Baca Juga:  Puasa Khusus di Bulan Rajab Adalah Makruh

Tidak jauh beda, UU Nomor 12 Tahun 2023 Tentang Tindak Pidana Kekerasan Seksual (UU TPKS) dalam pasal 4 menyampaikan bahwa yang termasuk kekerasan seksual diantaranya adalah pelecehan seksual non fisik dan fisik, pemaksaan kontrasepsi, pemaksaan perkawinan, eksploitasi seksual, penyiksaan seksual, dan lain sebagainya.

Yang perlu kita pahami bersama adalah kekerasan seksual adalah produk dari hegemoni kedudukan yang bias. Seseorang yang berani melakukan tindakan seksual umumnya dikarenakan adanya power yang dilakukan pelaku untuk memperdaya korban. Tentu power semacam ini bisa dilakukan oleh laki-laki ataupun perempuan, akan tetapi mayoritas yang menjadi korban saat ini adalah perempuan. Jika merujuk kepada pendapat Prof. Etin Anwar akar kekerasan yang kemudian memunculkan paham atau gerakan fiminis adalah sebab adanya hiruk pikuk iklim patriarki yang berkembang (Baca: Feminis Islam; geneologi, tantangan, dan prospek di Indonesia).

Terlepas dari adanya iklim patriarki dan hegemoni relasi, yang perlu juga kita pahami bahwa kekerasan seksual juga berasal dari tindakan diri dan kesadaran seorang pelaku. Pelaku kekerasan seksual pastinya secara sadar dia melakukan apa yang telah dilakukan, sebab tindakan pelecehan ataupun kekerasan seksual tidak hadir secara spontan melainkan melalui kesadaran, ego, dan lain-lain. Tindakan semacam ini juga didorong dengan hadirnya pandangan perempuan/laki-laki sebagai makhluk seksual. Oleh karena itu menumbuhkan kesadaran anti kekerasan seksual melalui puasa menjadi hal yang perlu kita perhatikan bersama.

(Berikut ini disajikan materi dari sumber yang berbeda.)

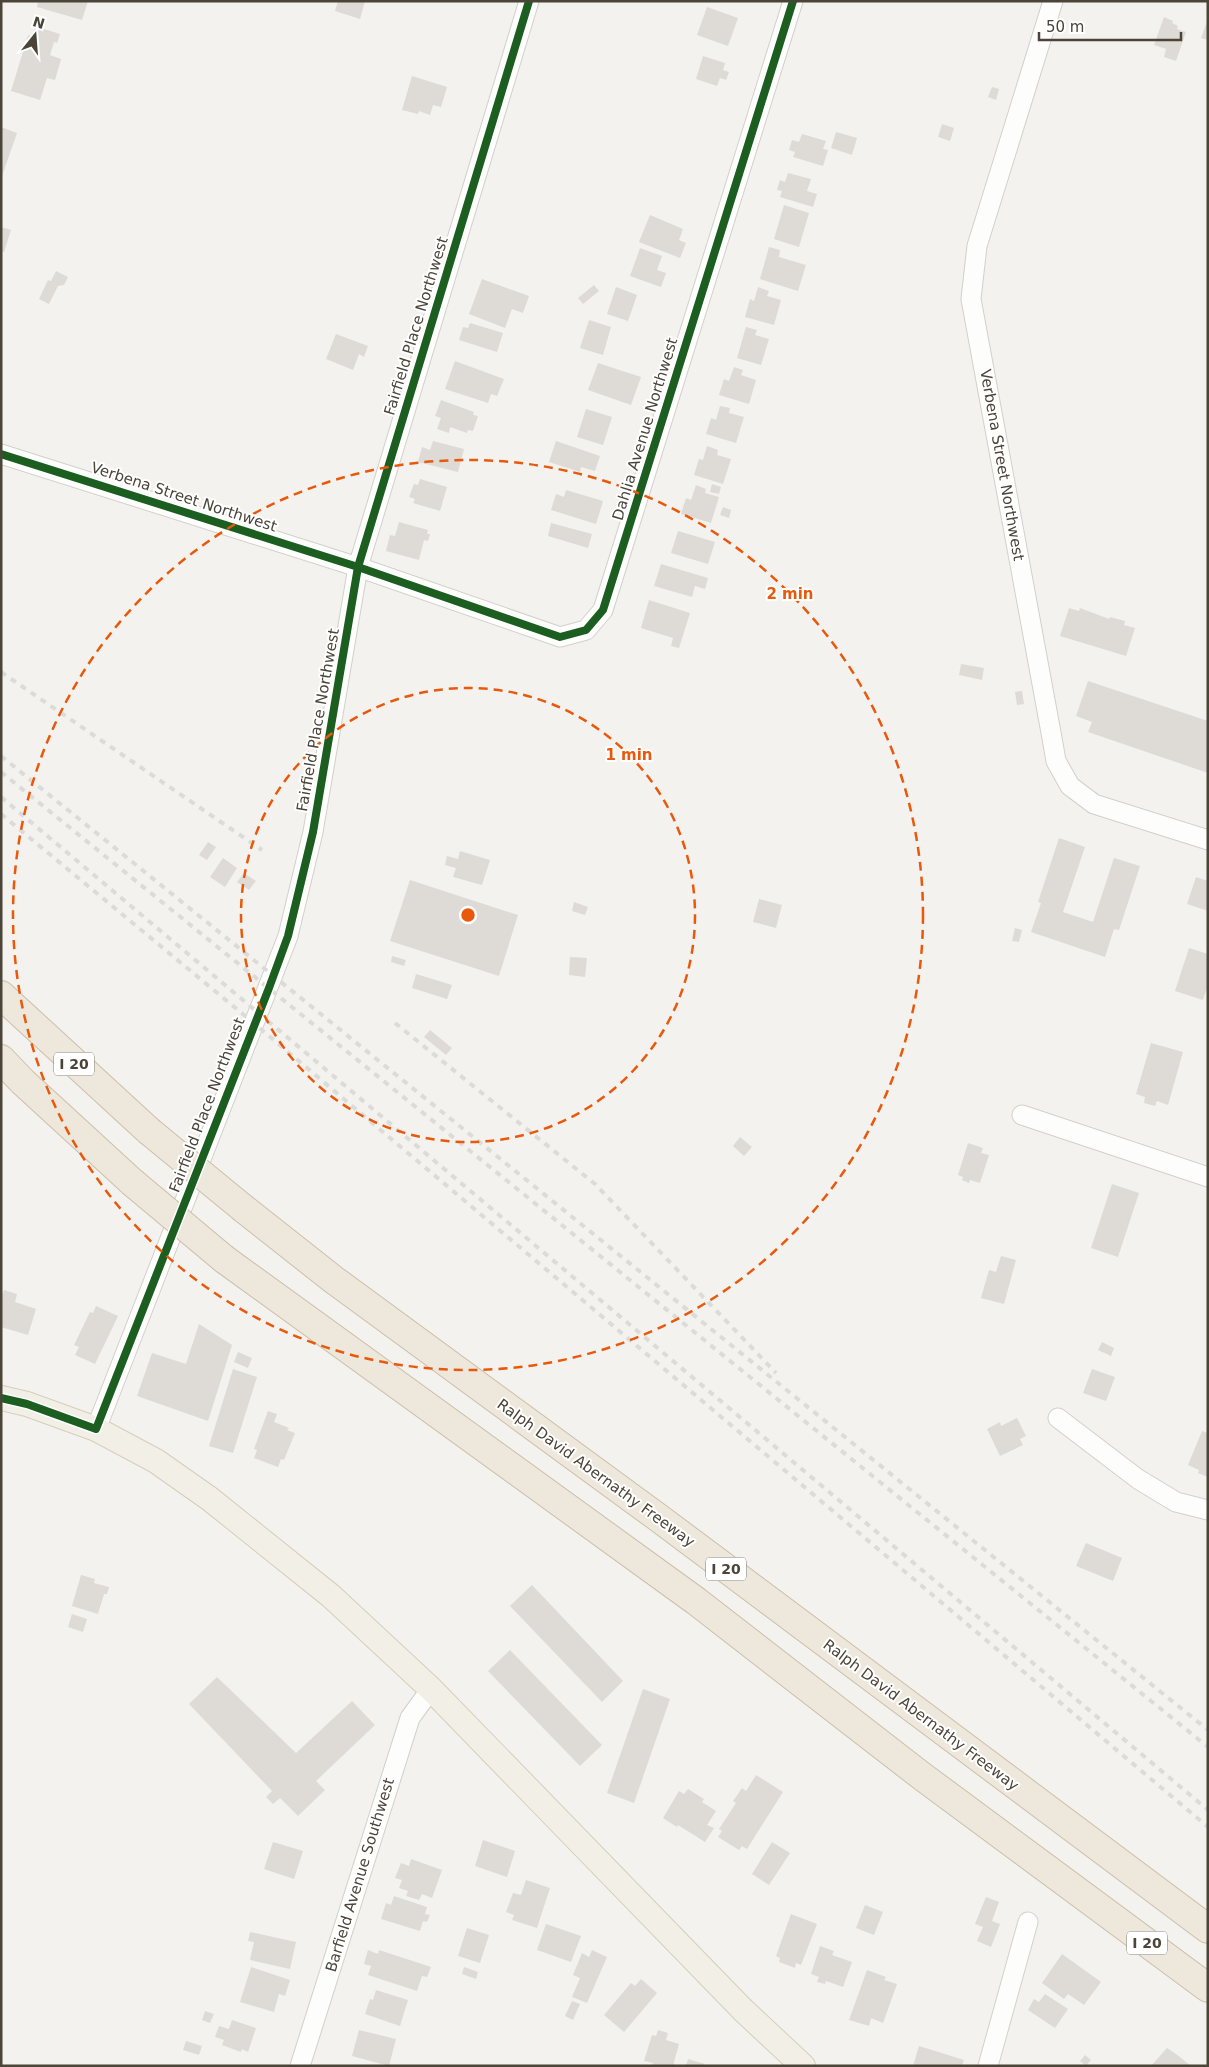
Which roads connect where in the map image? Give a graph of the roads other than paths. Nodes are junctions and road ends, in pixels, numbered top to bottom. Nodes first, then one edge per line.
1 (529, 1) edge
2 (793, 1) edge
3 (1053, 1) edge
4 (1, 454) edge
5 (358, 567) junction
6 (1208, 840) edge
7 (1, 995) edge
8 (1, 1059) edge
9 (1022, 1115) dead end
10 (1208, 1177) edge
11 (1, 1398) edge
12 (1058, 1418) dead end
13 (96, 1430) junction
14 (1208, 1510) edge
15 (431, 1689) junction
16 (1028, 1922) dead end
17 (1208, 1929) edge
18 (1208, 1988) edge
19 (300, 2066) edge
20 (803, 2066) edge
21 (988, 2066) edge

1 - 5 street, Fairfield Place Northwest
2 - 5 street, Dahlia Avenue Northwest
3 - 6 street, Verbena Street Northwest
4 - 5 street, Verbena Street Northwest
5 - 13 street, Fairfield Place Northwest
7 - 17 highway, Ralph David Abernathy Freeway / I 20, bridge
8 - 18 highway, I 20, bridge
9 - 10 street
11 - 13 main road
12 - 14 street
13 - 15 main road
15 - 19 street, Barfield Avenue Southwest
15 - 20 main road
16 - 21 street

Sebagai Bangunan Anti Kekerasan Seksual

Apabila kita tarik puasa dalam upaya kontekstualisasi isu kekerasan seksual, kita dapat menemukan setidaknya dua alasan puasa sebagai bangunan sikap anti kekerasan seksual yaitu secara substansi makna puasa, dan juga signifikansi puasa.

Pertama, secara makna dan substansi, puasa adalah menahan dan mengontrol segala egosentris yang ada dalam diri. Dalam agama Islam, seorang muslim dituntut memiliki mampu mengontrol emosi, kesadaran, dan ego untuk mengimprovisasi dirinya menjadi hamba yang beriman dan bertakwa kepada Tuhan Yang Maha Esa. Sebab itu syari’at agama Islam menghadirkan puasa sebagai alat untuk mengontrol dan mengendalikan egosentris yang menjalar di dalam diri muslim.

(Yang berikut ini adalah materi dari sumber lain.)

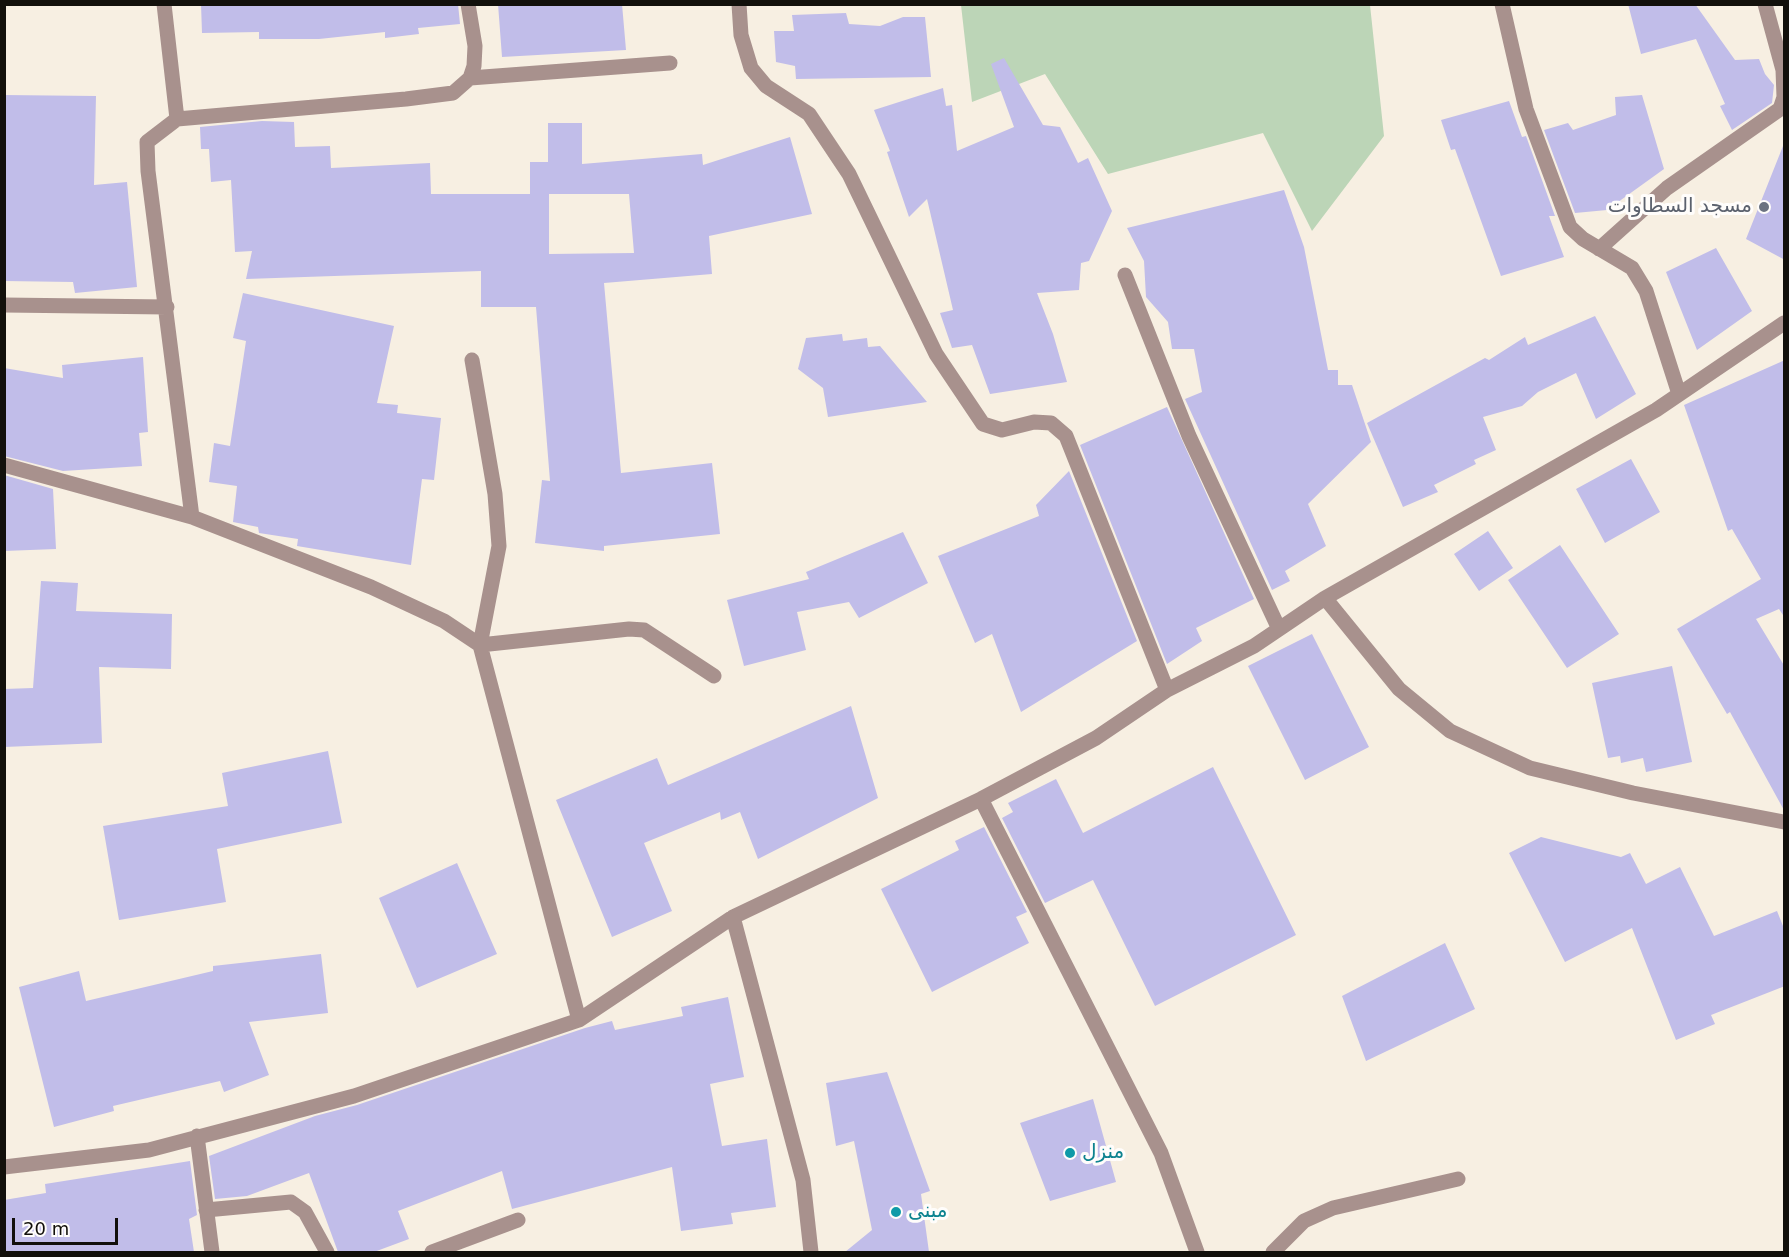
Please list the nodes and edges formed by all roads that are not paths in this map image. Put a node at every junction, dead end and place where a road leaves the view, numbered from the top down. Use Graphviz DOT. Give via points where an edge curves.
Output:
graph roads {
  1 [pos="164,4"];
  2 [pos="468,4"];
  3 [pos="739,4"];
  4 [pos="1502,4"];
  5 [pos="1765,4"];
  6 [pos="670,63"];
  7 [pos="470,78"];
  8 [pos="177,119"];
  9 [pos="1599,249"];
  10 [pos="1125,275"];
  11 [pos="4,305"];
  12 [pos="167,307"];
  13 [pos="1785,323"];
  14 [pos="472,360"];
  15 [pos="1679,394"];
  16 [pos="4,465"];
  17 [pos="192,517"];
  18 [pos="1325,598"];
  19 [pos="1279,629"];
  20 [pos="480,645"];
  21 [pos="714,676"];
  22 [pos="1167,690"];
  23 [pos="981,799"];
  24 [pos="1785,822"];
  25 [pos="733,917"];
  26 [pos="579,1020"];
  27 [pos="197,1136"];
  28 [pos="4,1167"];
  29 [pos="1458,1179"];
  30 [pos="206,1210"];
  31 [pos="518,1220"];
  32 [pos="212,1252"];
  33 [pos="327,1252"];
  34 [pos="432,1252"];
  35 [pos="812,1252"];
  36 [pos="1197,1252"];
  37 [pos="1273,1252"];
  1 -- 8 [label="street"];
  2 -- 7 [label="street" via="475,46"];
  3 -- 22 [label="street" via="741,35 751,68 766,86 809,114 849,174 936,354 983,424 1002,430 1051,423 1066,436"];
  4 -- 9 [label="street" via="1528,117 1570,227"];
  5 -- 9 [label="street" via="1783,70 1784,97 1780,109 1667,188"];
  6 -- 7 [label="street"];
  7 -- 8 [label="street" via="453,93"];
  8 -- 12 [label="street" via="147,142"];
  9 -- 15 [label="street" via="1632,268 1646,291"];
  10 -- 19 [label="street" via="1189,436"];
  11 -- 12 [label="street"];
  12 -- 17 [label="street"];
  13 -- 15 [label="street"];
  14 -- 20 [label="street" via="495,494 499,546"];
  15 -- 18 [label="street"];
  16 -- 17 [label="street"];
  17 -- 20 [label="street" via="371,587 444,621"];
  18 -- 19 [label="street"];
  18 -- 24 [label="street" via="1399,689 1450,731 1530,768 1633,793"];
  19 -- 22 [label="street"];
  20 -- 21 [label="street" via="644,630"];
  20 -- 26 [label="street"];
  22 -- 23 [label="street" via="1096,738"];
  23 -- 25 [label="street"];
  23 -- 36 [label="street" via="1161,1153"];
  25 -- 26 [label="street"];
  25 -- 35 [label="street" via="800,1169"];
  26 -- 27 [label="street" via="354,1096"];
  27 -- 28 [label="street" via="149,1150"];
  27 -- 30 [label="street"];
  29 -- 37 [label="street" via="1333,1208 1304,1221"];
  30 -- 32 [label="street"];
  30 -- 33 [label="street" via="291,1202 305,1212"];
  31 -- 34 [label="street"];
}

Baca Juga:  Sikap Dikotomis Terhadap Ilmu

Sebab itu puasa tentunya harus diinterpretasikan secara intrinsik. Artinya puasa yaitu sarana sebagai penanaman dan pengukuhan kesadaran yang sedalam-dalamnya untuk membimbing seseorang kearah tingkah laku yang baik dan terpuji. Tidak berhenti di situ, nilai intrinsik menggambarkan bahwa melalui puasa seseorang di didik untuk mampu bertanggung jawab dan melatih diri menjadi hamba yang sehat baik secara jasmani dan rohani. Hal ini yang sebagaimana diutarakan oleh Rasulullah Saw. yaitu “shuumuu tasihhuu” (puasalah, maka niscaya kalian akan sehat).

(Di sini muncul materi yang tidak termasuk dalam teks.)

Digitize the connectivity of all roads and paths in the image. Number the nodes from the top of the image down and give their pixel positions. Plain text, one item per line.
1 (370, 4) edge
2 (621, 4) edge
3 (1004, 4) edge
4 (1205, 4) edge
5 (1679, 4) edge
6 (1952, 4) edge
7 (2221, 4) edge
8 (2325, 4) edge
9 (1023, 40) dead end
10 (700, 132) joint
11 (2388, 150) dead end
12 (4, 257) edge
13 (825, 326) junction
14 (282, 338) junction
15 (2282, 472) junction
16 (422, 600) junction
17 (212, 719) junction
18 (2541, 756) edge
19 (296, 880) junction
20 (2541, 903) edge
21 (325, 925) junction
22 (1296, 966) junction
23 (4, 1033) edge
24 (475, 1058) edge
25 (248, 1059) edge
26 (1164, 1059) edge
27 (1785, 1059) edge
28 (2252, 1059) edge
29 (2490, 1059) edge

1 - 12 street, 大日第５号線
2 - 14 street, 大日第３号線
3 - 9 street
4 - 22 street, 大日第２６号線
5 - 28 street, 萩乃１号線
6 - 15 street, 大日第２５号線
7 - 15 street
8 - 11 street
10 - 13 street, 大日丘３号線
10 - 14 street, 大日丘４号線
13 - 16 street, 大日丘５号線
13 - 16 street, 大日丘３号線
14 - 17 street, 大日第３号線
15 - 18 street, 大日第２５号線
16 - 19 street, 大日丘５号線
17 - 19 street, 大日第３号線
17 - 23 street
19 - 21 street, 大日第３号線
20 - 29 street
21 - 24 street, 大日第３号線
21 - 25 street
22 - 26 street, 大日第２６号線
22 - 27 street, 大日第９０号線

Tentu saja ada makna lain dibalik hadis tersebut, tidak lain adalah ketika berpuasa kita benar-benar dilatih untuk menekan dan menahan segala macam bentuk egosentris dalam diri kita. Misalnya seperti keinginan untuk makan dan minum, sampai bahkan keinginan untuk melakukan hubungan seksual antara suami-istri. Ini menandakan bahwa dengan puasa kita diproyeksikan menjadi hamba yang saleh tidak kriminal.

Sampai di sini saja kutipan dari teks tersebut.